You will also understand the difference between the open source DBT Core and the commercial DBT
Cloud. Finally, you will experiment with the default project and set up your environment for running
basic SQL with DBT on Snowflake and understand the key functions of DBT: ref and source.
Chapter 3, Data Modeling for Data Engineering, shows why and how you describe data, and how to
travel through different abstraction levels, from business processes to the storage of the data that
supports them: conceptual, logical, and physical data models.
You will understand entities, relationships, attributes, entity-relationship (E-R) diagrams, modeling
use cases and modeling patterns, Data Vault, dimensional models, wide tables, and business reporting.

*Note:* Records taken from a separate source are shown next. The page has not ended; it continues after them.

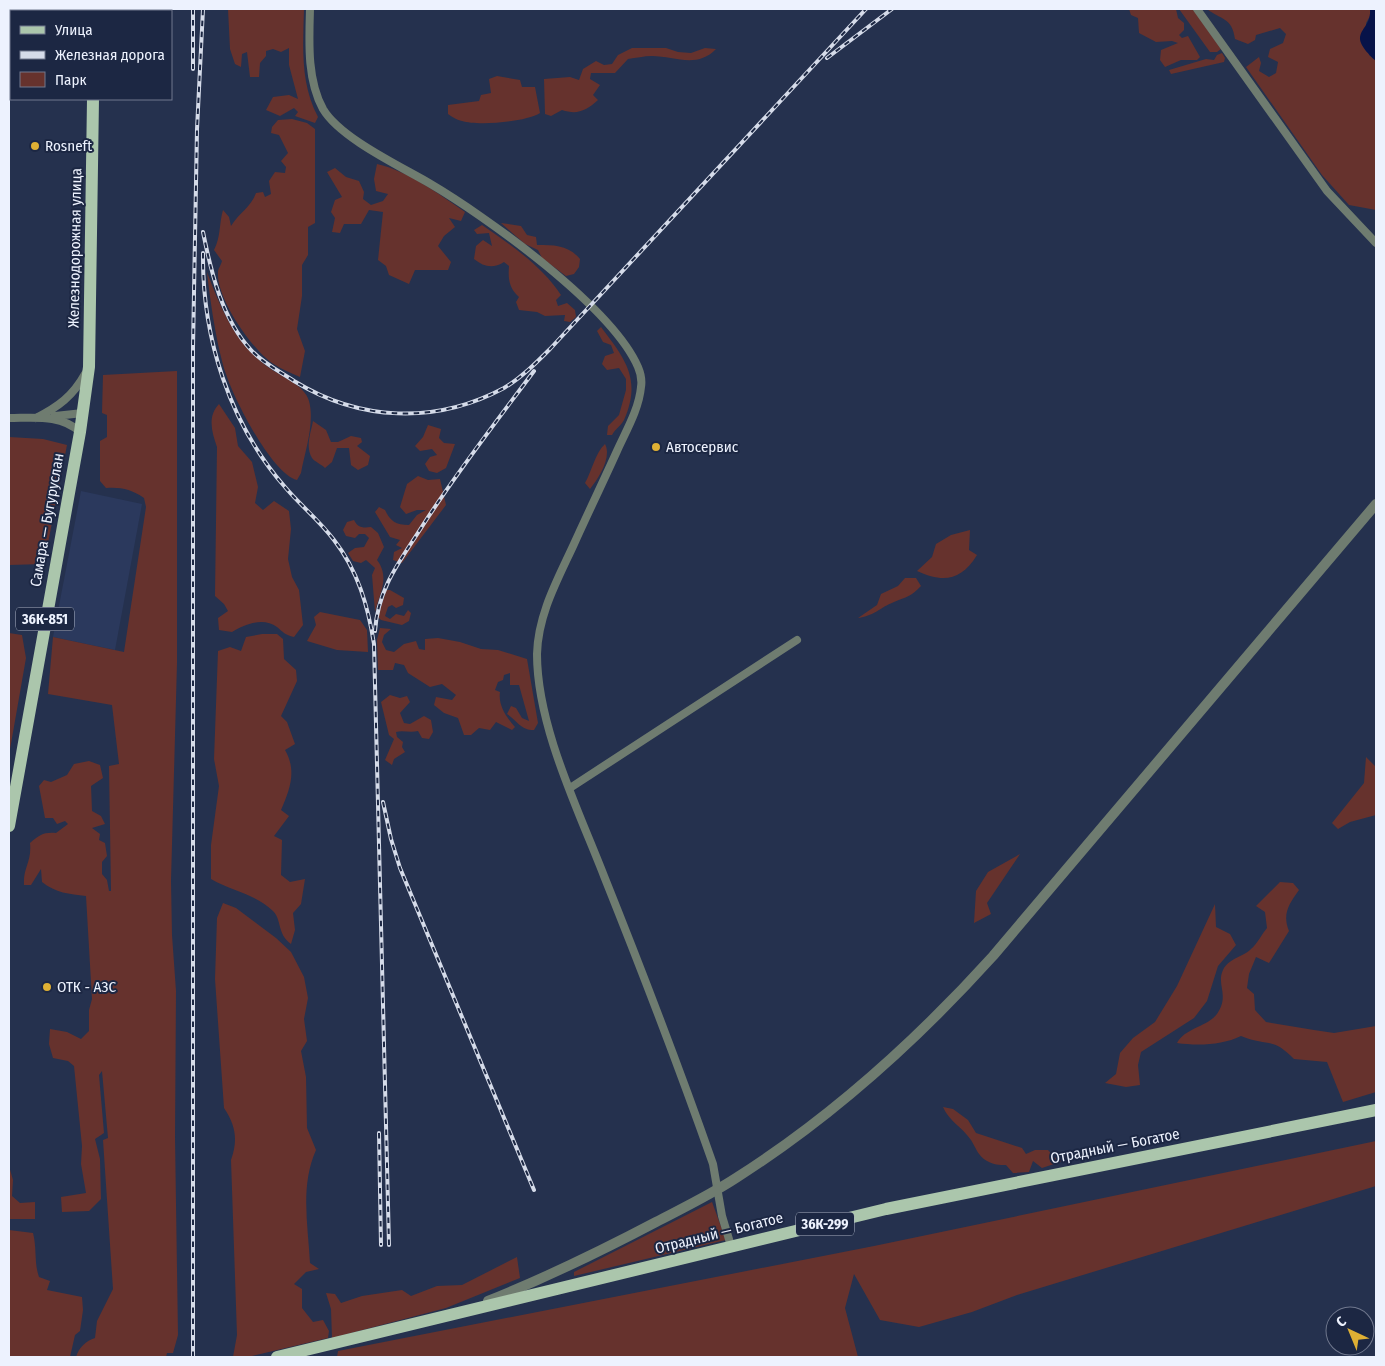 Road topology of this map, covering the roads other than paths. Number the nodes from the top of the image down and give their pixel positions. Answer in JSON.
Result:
{"nodes":[{"id":1,"x":310,"y":9,"type":"edge"},
{"id":2,"x":1197,"y":9,"type":"edge"},
{"id":3,"x":93,"y":100,"type":"edge"},
{"id":4,"x":1376,"y":243,"type":"edge"},
{"id":5,"x":89,"y":367,"type":"junction"},
{"id":6,"x":83,"y":413,"type":"junction"},
{"id":7,"x":9,"y":418,"type":"edge"},
{"id":8,"x":36,"y":418,"type":"junction"},
{"id":9,"x":80,"y":432,"type":"junction"},
{"id":10,"x":1376,"y":504,"type":"edge"},
{"id":11,"x":798,"y":640,"type":"dead end"},
{"id":12,"x":570,"y":788,"type":"junction"},
{"id":13,"x":9,"y":826,"type":"edge"},
{"id":14,"x":1376,"y":1110,"type":"edge"},
{"id":15,"x":718,"y":1189,"type":"junction"},
{"id":16,"x":731,"y":1246,"type":"junction"},
{"id":17,"x":462,"y":1312,"type":"junction"},
{"id":18,"x":277,"y":1357,"type":"edge"}],
"edges":[{"from":1,"to":12,"type":"street"},
{"from":2,"to":4,"type":"street"},
{"from":3,"to":5,"type":"main road","name":"Железнодорожная улица","number":"36К-851"},
{"from":5,"to":6,"type":"main road","name":"Самара — Бугуруслан","number":"36К-851"},
{"from":5,"to":8,"type":"street"},
{"from":6,"to":8,"type":"street"},
{"from":6,"to":9,"type":"main road","name":"Самара — Бугуруслан","number":"36К-851"},
{"from":7,"to":8,"type":"street"},
{"from":8,"to":9,"type":"street"},
{"from":9,"to":13,"type":"main road","name":"Самара — Бугуруслан","number":"36К-851"},
{"from":10,"to":15,"type":"street"},
{"from":11,"to":12,"type":"street"},
{"from":12,"to":15,"type":"street"},
{"from":14,"to":16,"type":"main road","name":"Отрадный — Богатое","number":"36К-299"},
{"from":15,"to":16,"type":"street"},
{"from":15,"to":17,"type":"street"},
{"from":16,"to":17,"type":"main road","name":"Отрадный — Богатое","number":"36К-299"},
{"from":17,"to":18,"type":"main road","name":"Отрадный — Богатое","number":"36К-299"}]} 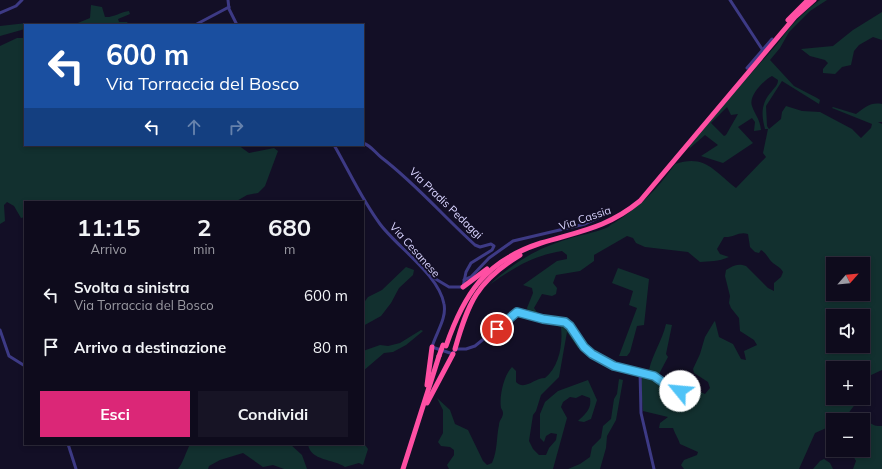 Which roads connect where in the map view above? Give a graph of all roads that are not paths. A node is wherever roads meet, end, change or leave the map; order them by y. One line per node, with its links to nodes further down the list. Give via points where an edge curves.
1 (22, 0): 7 (street, via 16,6)
2 (228, 0): 6 (street)
3 (730, 0): 11 (street)
4 (808, 0): 10 (highway, Via Cassia)
5 (814, 0): 16 (highway, Via Cassia, via 775,40 640,201 621,216 602,225)
6 (229, 7): 8 (street); 9 (street)
7 (0, 13)
8 (197, 24)
9 (237, 24)
10 (772, 39): 11 (street); 12 (highway, Via Cassia)
11 (762, 49): 12 (street)
12 (747, 68): 17 (highway, Via Cassia, via 647,190 632,204 601,223 519,249)
13 (364, 143): 19 (street, Via Pradis Pedaggi, via 371,146 378,156 409,180 475,245 494,245 492,250 472,262)
14 (335, 146): 18 (street, Via Cesanese, via 379,222)
15 (598, 218): 19 (street, via 585,224 514,241)
16 (542, 243): 22 (highway, Via Cassia, via 506,260 479,281 460,308); 24 (highway, via 507,263 480,287 466,312)
17 (487, 269): 20 (highway); 22 (highway, Via Cassia, via 458,307)
18 (426, 272): 20 (street, via 445,286); 23 (street, Via Cesanese, via 441,295 445,309)
19 (464, 280): 20 (street, Via Pradis Pedaggi)
20 (463, 287)
21 (0, 330): 26 (street, via 9,356)
22 (444, 345): 25 (highway, Via Cassia, bridge)
23 (432, 347): 24 (street); 30 (highway)
24 (454, 352): 27 (street, via 474,347 514,313 522,312 543,319 565,322 588,351 611,364); 29 (highway)
25 (441, 356): 29 (highway, Via Cassia); 30 (highway, Via Cassia)
26 (24, 365)
27 (640, 371): 28 (street, via 656,376 676,391); 35 (street, via 641,413)
28 (695, 385)
29 (427, 403): 34 (highway, Via Cassia)
30 (423, 410): 33 (highway, Via Cassia)
31 (68, 445): 32 (street)
32 (76, 469)
33 (403, 469)
34 (406, 469)
35 (654, 469) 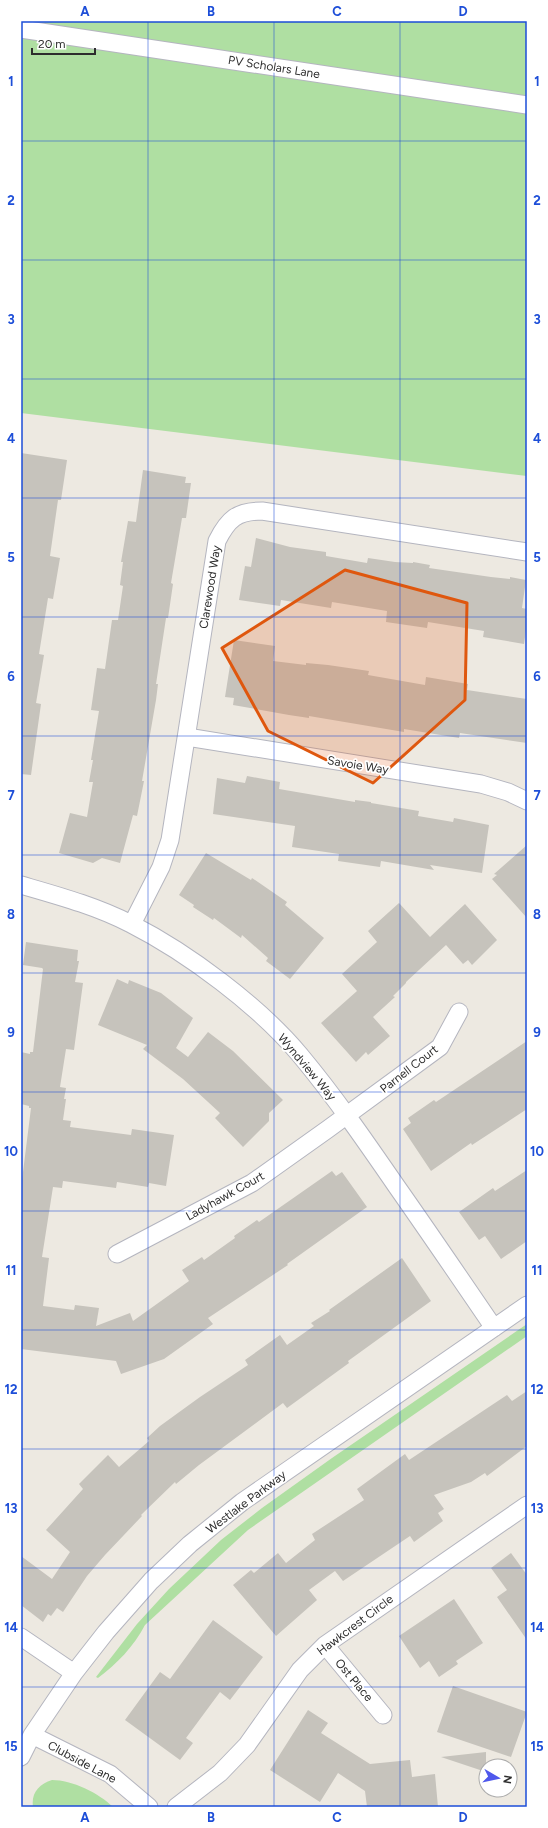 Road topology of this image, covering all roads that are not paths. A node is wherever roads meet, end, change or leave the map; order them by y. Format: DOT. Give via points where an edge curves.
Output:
graph roads {
  1 [pos="21,30"];
  2 [pos="527,105"];
  3 [pos="527,552"];
  4 [pos="187,737"];
  5 [pos="527,801"];
  6 [pos="21,885"];
  7 [pos="132,924"];
  8 [pos="458,1012"];
  9 [pos="348,1115"];
  10 [pos="117,1254"];
  11 [pos="527,1305"];
  12 [pos="494,1328"];
  13 [pos="527,1505"];
  14 [pos="21,1637"];
  15 [pos="325,1645"];
  16 [pos="74,1673"];
  17 [pos="383,1715"];
  18 [pos="32,1735"];
  19 [pos="21,1757"];
  20 [pos="149,1807"];
  21 [pos="176,1807"];
  1 -- 2 [label="street, PV Scholars Lane"];
  3 -- 4 [label="street, Clarewood Way" via="262,511 250,511 236,516 225,526 217,541"];
  4 -- 5 [label="street, Savoie Way" via="481,784"];
  4 -- 7 [label="street, Clarewood Way" via="170,840 161,867"];
  6 -- 7 [label="street, Wyndview Way" via="85,904"];
  7 -- 9 [label="street, Wyndview Way" via="216,978 263,1018 299,1054"];
  8 -- 9 [label="street, Parnell Court" via="440,1047"];
  9 -- 10 [label="street, Ladyhawk Court" via="252,1183"];
  9 -- 12 [label="street, Wyndview Way"];
  11 -- 12 [label="street, Westlake Parkway"];
  12 -- 16 [label="street, Westlake Parkway" via="242,1502 190,1544 106,1632"];
  13 -- 15 [label="street, Hawkcrest Circle"];
  14 -- 16 [label="street"];
  15 -- 17 [label="street, Ost Place"];
  15 -- 21 [label="street, Hawkcrest Circle" via="300,1670 247,1745 220,1773"];
  16 -- 18 [label="street, Westlake Parkway"];
  18 -- 19 [label="street, Westlake Parkway"];
  18 -- 20 [label="street, Clubside Lane" via="110,1774"];
}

Chapter 4, Analytics Engineering as the New Core of Data Engineering, showcases the full data life cycle
and the different roles and responsibilities of people that work on data.
You will understand the modern data stack, the role of DBT, and analytic engineering. You will learn
how to adopt software engineering practices to build data platforms (or DataOps), and about working
as a team, not as a silo.
Chapter 5, Transforming Data with DBT, shows us how to develop an example application in dbt and
learn all the steps to create, deploy, run, test, and document a data application with dbt.
Chapter 6, Writing Maintainable Code, continues the example that we started in the previous chapter,
and we will guide you to configure dbt and write some basic but functionally complete code to build the
three layers of our reference architecture: staging/storage, refined data, and delivery with data marts.
Chapter 7, Working with Dimensional Data, shows you how to incorporate dimensional data in our
data models and utilize it for fact-checking and a multitude of purposes. We will explore how to create
data models, edit the data for our reference architecture, and incorporate the dimensional data in data
marts. We will also recap everything we learned in the previous chapters with an example.
Chapter 8, Delivering Consistency in Your Code, shows you how to add consistency to your transformations.
You will learn how to go beyond basic SQL and bring the power of scripting into your code, write
your first macros, and learn how to use external libraries in your projects.
Chapter 9, Delivering Reliability in Your Data, shows you how to ensure the reliability of your code by
adding tests that verify your expectations and check the results of your transformations.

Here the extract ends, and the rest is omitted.